Here’s how GOAT works: Sneaker sellers post their items on the GOAT platform — these items range from $25 to more than $500,000 — GOAT then facilitates the transaction between the buyers and the sellers (just eBay does). GOAT then verifies the authenticity of sneakers through its proprietary AI technology before the items are sold to buyers. Unlike eBay that charges about 13.5% commission for items sold on its platform, GOAT only charges its customers a 9.5% commission on each sale in exchange for a safe, frictionless transaction.
So, why did GOAT succeed where others have failed? Value! Goat offers its customers unparallel value. The mark of any successful startup is in creating values for its customers. As Harvard’s article shows, GOAT creates value by selling authentic products to its customers. GOAT also “provides a “one-stop-shop” for buyers and sellers by creating a global cluster.” Finally, GOAT also reduces marketplace friction. You can read the rest below.
“Creating Value:
- Authentication of resold sneakers: the way GOAT creates the greatest value is in its authentication process. Sneakers aren’t listed on the app for sale until they have been verified by photographs (and later on, verified again by GOAT employees in distribution centers) to ensure their authenticity. GOAT also protects its buyers by offering full refunds and insuring any purchase over $300[4]. Trust and protection are valued assets when purchases in the sneaker resale market can go up to $20,000 USD or more.
- Access: The ability to have a “one-stop-shop” for buyers and sellers by creating a global network cluster. Sneakers are shipped to distribution centers (multiple in US, and now opening more internationally in Europe and Asia), where these can be deployed and shipped out to customers – in effect, centralizing its network and creating a global marketplace.

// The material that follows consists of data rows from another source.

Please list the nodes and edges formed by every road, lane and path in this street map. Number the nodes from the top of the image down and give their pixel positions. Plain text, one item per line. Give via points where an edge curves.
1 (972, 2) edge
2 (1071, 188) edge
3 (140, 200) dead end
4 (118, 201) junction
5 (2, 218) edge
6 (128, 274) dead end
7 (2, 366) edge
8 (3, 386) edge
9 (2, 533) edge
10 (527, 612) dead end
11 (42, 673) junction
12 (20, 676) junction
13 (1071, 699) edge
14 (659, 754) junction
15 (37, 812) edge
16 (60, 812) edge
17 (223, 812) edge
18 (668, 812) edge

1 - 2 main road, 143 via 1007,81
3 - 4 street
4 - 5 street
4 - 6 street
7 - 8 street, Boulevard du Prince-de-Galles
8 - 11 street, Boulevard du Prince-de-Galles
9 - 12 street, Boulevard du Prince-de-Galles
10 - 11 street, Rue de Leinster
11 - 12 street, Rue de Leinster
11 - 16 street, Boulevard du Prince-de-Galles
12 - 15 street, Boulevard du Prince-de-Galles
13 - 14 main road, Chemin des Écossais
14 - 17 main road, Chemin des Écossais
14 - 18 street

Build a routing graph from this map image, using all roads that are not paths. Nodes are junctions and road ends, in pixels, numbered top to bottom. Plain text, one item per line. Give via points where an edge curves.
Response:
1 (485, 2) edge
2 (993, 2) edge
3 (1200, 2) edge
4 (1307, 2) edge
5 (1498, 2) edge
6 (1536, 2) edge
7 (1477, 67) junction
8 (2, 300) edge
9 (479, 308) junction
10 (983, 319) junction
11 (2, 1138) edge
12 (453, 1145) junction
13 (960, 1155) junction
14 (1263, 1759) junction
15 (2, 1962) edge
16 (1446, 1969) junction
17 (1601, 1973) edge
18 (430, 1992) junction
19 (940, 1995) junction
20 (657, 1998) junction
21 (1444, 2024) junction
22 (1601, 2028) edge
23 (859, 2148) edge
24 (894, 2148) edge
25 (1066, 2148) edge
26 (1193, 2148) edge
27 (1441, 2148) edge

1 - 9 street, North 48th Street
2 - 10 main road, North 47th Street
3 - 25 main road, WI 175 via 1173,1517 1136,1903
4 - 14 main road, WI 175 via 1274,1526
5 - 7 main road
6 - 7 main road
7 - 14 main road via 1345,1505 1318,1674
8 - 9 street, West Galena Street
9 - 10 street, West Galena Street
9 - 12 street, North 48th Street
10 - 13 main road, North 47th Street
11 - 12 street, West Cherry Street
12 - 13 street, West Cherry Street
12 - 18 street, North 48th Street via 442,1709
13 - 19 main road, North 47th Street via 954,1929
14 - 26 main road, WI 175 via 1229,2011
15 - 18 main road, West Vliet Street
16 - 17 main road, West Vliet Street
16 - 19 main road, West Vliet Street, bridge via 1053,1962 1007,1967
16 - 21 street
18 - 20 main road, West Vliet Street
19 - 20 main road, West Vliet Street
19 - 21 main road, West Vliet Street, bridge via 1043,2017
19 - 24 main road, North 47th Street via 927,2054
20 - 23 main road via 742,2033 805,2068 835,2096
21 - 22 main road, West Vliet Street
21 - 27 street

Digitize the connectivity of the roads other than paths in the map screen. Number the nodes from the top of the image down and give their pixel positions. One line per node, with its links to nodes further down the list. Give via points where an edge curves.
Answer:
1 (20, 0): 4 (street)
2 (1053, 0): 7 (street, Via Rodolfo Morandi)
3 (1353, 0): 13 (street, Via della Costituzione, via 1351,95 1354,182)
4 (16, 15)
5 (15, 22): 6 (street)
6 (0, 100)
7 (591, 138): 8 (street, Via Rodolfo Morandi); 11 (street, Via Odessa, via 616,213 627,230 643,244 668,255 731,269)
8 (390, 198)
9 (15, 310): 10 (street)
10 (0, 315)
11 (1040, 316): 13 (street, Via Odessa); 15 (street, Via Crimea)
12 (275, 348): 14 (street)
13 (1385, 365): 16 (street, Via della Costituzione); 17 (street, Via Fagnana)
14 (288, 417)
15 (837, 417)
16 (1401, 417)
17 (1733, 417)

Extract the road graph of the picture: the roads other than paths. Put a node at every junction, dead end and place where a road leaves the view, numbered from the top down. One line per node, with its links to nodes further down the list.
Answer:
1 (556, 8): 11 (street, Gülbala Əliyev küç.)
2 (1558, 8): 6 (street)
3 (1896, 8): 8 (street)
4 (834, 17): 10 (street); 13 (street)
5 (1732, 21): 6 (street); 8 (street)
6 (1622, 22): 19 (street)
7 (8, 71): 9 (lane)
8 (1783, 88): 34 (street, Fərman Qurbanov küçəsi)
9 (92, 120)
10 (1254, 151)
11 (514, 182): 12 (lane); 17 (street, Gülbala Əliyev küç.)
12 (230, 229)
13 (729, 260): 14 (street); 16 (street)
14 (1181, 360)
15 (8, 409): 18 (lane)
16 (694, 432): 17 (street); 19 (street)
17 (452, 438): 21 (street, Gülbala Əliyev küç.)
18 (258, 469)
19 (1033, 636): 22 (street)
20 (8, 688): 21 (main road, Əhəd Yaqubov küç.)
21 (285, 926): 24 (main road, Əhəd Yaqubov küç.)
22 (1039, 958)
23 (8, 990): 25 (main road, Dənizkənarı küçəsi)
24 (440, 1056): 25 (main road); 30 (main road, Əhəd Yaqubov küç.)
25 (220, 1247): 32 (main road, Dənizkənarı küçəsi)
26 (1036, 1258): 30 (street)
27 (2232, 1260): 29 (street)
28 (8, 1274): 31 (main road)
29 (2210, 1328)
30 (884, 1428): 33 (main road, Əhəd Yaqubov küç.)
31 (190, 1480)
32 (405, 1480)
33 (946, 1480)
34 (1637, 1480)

- Pricing transparency: sellers can list their sneakers at whatever price they wish, and buyers are able to see all listed sneakers. Buyers are also able to bid on kicks, similar to an eBay model but with more safety and insurance.
- Cleaning and refurbishing services: sellers can choose to have their used sneakers cleaned and refurbished by GOAT (for a fee) to help increase their value and make them feel and look like new shoes for the buyer. This is done in their centralized distribution centers.
- Large audience of buyers (~7 million), and large inventory from sellers (~400,000 SKUs)[5], which leverages strong cross-side network effects.
- Mobile app for easy shopping and selling, as well as augmented reality features to virtually try on pairs of sneakers for sale.
- Retail locations in NYC and LA with the acquisition of Flight Club (an iconic sneaker store).
- Reduces friction in marketplace between buyer and seller.”